On time, traditional jobs involve very long hours. Manufacturing workers averaged 58.3 hours a week, and 42% worked more than the legal standard of 44 hours. Among respondents with caregiving responsibilities, 83% said traditional working hours made it difficult to meet those needs, while 76% of construction workers said they were unable to reunite regularly with their families.

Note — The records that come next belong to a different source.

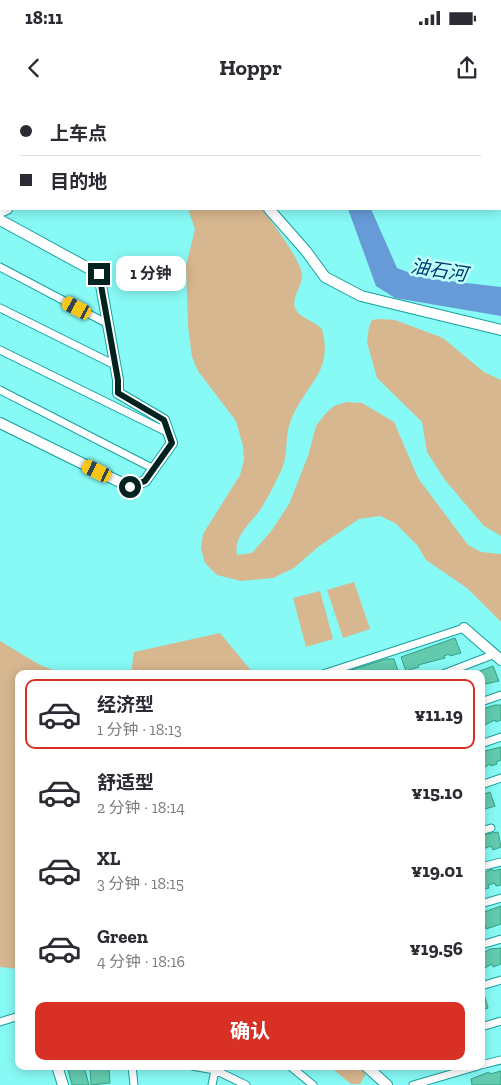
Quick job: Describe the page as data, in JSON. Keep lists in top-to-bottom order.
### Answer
{
  "water": ["油石河"],
  "page": {
    "status": "18:11",
    "header": "Hoppr",
    "banner": ["上车点", "目的地"],
    "bubble": "1 分钟",
    "list": [
      {
        "name": "经济型",
        "note": "1 分钟 · 18:13",
        "value": "¥11.19"
      },
      {
        "name": "舒适型",
        "note": "2 分钟 · 18:14",
        "value": "¥15.10"
      },
      {
        "name": "XL",
        "note": "3 分钟 · 18:15",
        "value": "¥19.01"
      },
      {
        "name": "Green",
        "note": "4 分钟 · 18:16",
        "value": "¥19.56"
      }
    ],
    "buttons": "确认"
  }
}
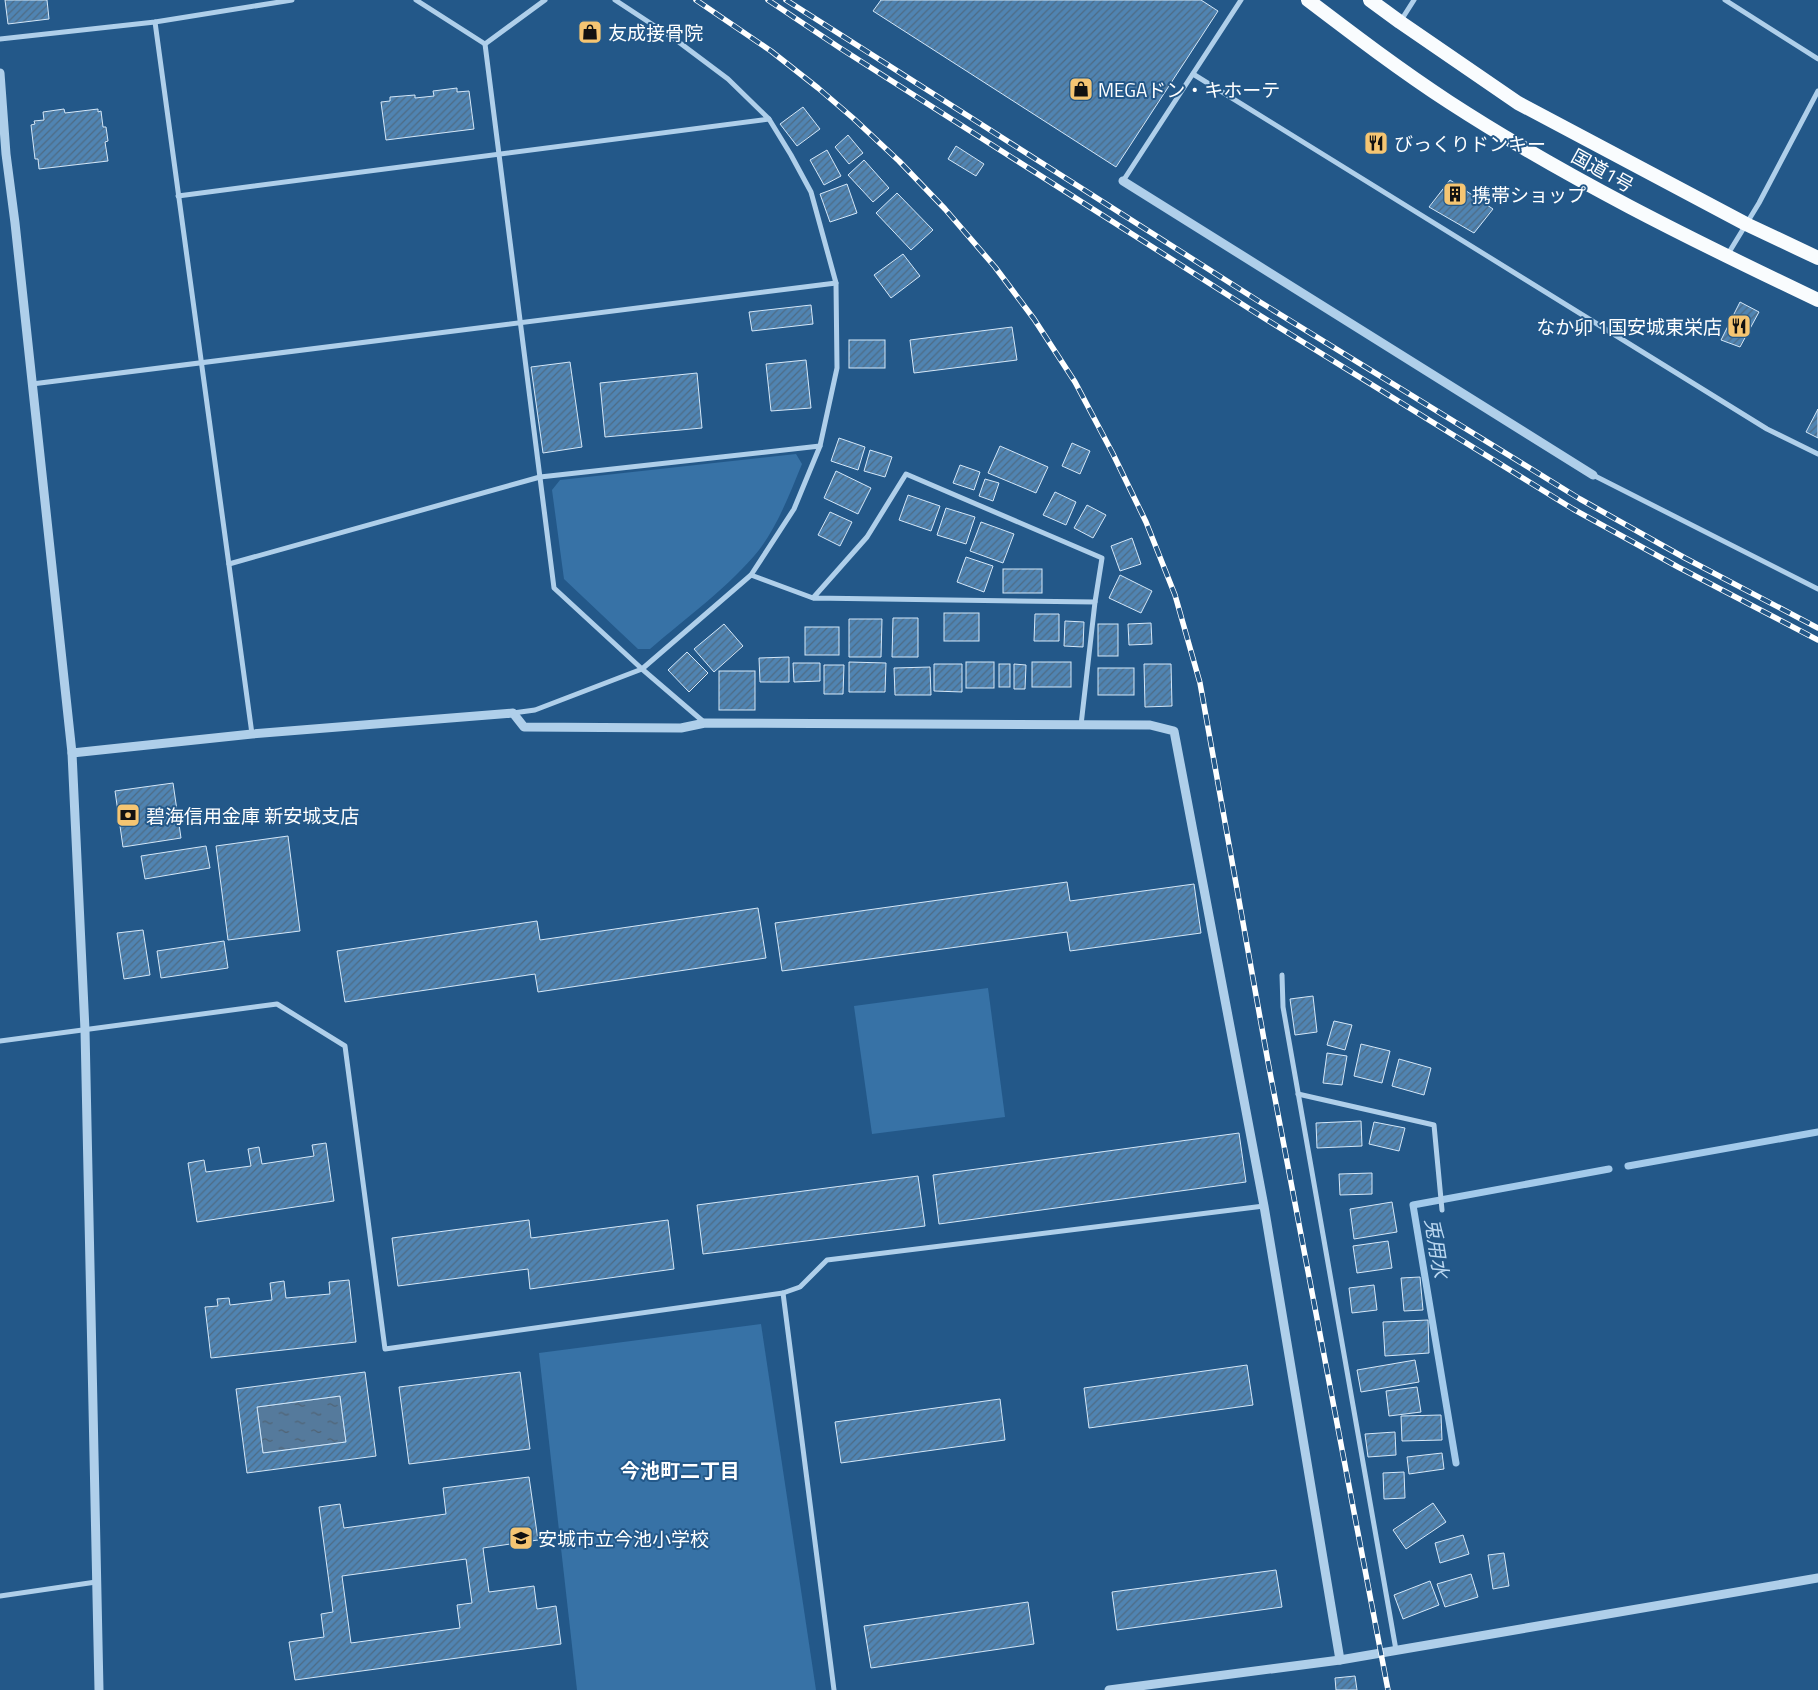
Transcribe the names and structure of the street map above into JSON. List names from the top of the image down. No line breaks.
{"streets":{"highway":["国道1号"]},"districts":["今池町二丁目"],"water":["兎用水"],"places":{"shop":["友成接骨院","MEGAドン・キホーテ"],"restaurant":["びっくりドンキー","なか卯 1国安城東栄店"],"building":["携帯ショップ"],"bank":["碧海信用金庫 新安城支店"],"school or university":["安城市立今池小学校"]}}
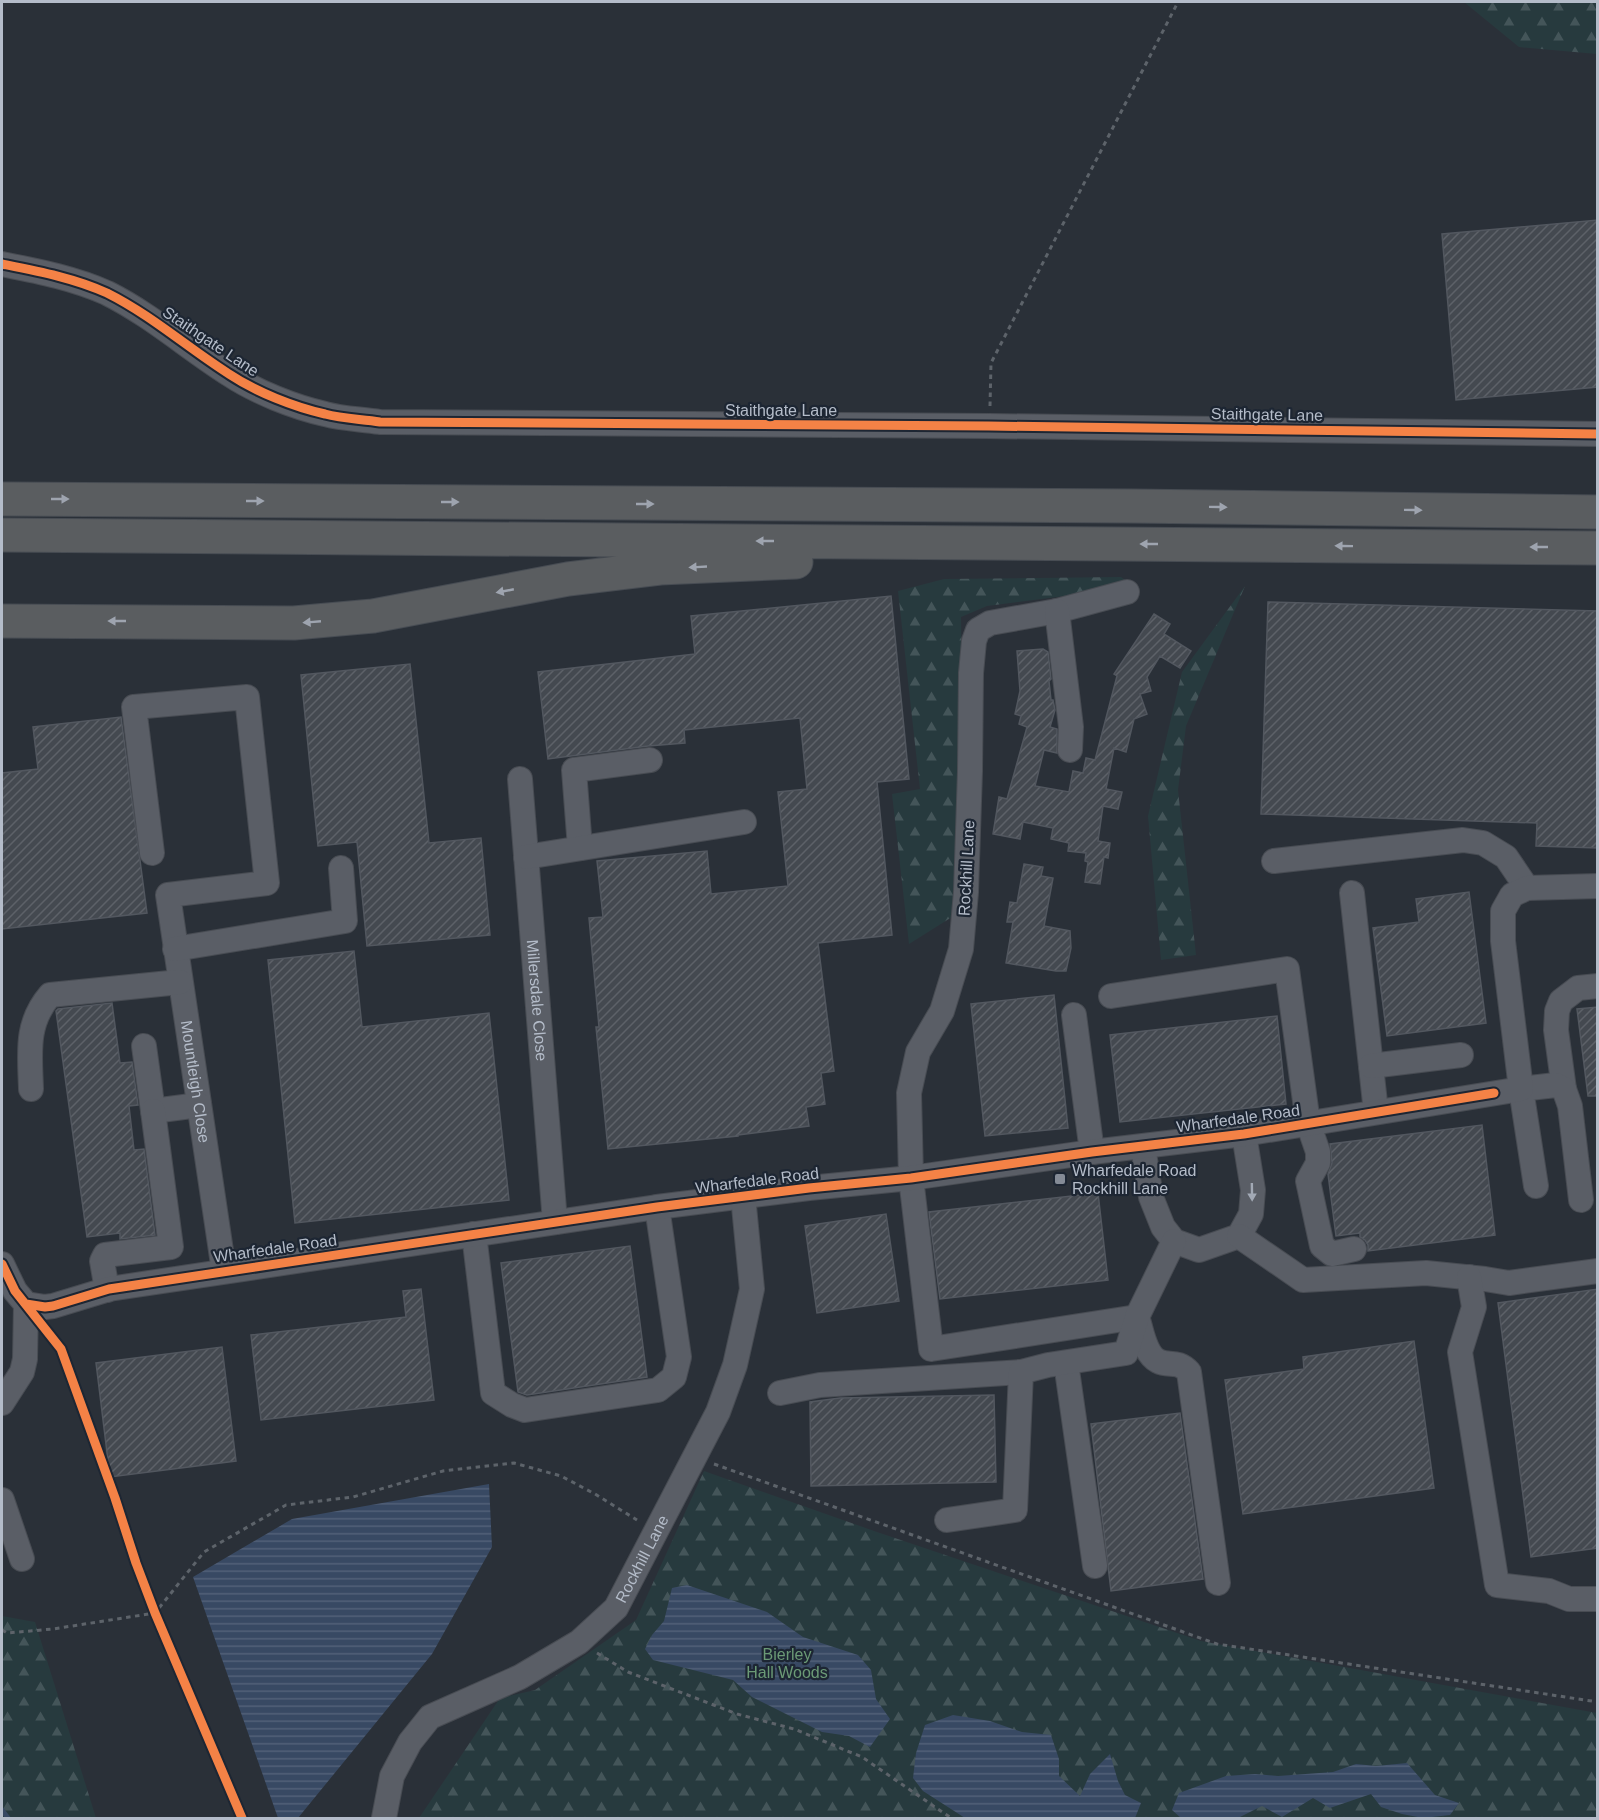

On protections, the report found that only 32% of traditional blue-collar workers had work-injury insurance. Among construction workers, the participation rate was just 28%, far below the level for urban employees. In 71% of occupational-injury cases, workers had to shoulder most medical costs themselves. Among respondents, 82% said they first tried to “tough it out” when dealing with minor illnesses, making delayed medical care common.
A front-line worker at a large domestic electronics manufacturer told Caixin that the worker’s factory operates on two shifts. Taking the day shift as an example, workers spend about 11 hours a day in the factory, from 7:30 a.m. to 6:30 p.m., including meal breaks. They usually work another two hours of overtime on top of that.
“Our main source of pay is overtime, so we usually volunteer for it,” the worker said. The employee has worked at the company for more than a decade and currently has a base salary of about 2,450 yuan a month. Overtime pay on weekdays and weekends is 1.5 times and two times the base-pay standard, respectively. Only by working a full load of overtime can monthly pay reach about 4,000 yuan to 5,000 yuan.
Platform-based blue-collar services have become a transition path for many traditional blue-collar workers. But as overall growth in the blue-collar labor market slows and skills and reputation matter more, the threshold for entering those jobs is rising. Income growth and career transitions for traditional blue-collar workers will depend in part on more skills training and public employment services.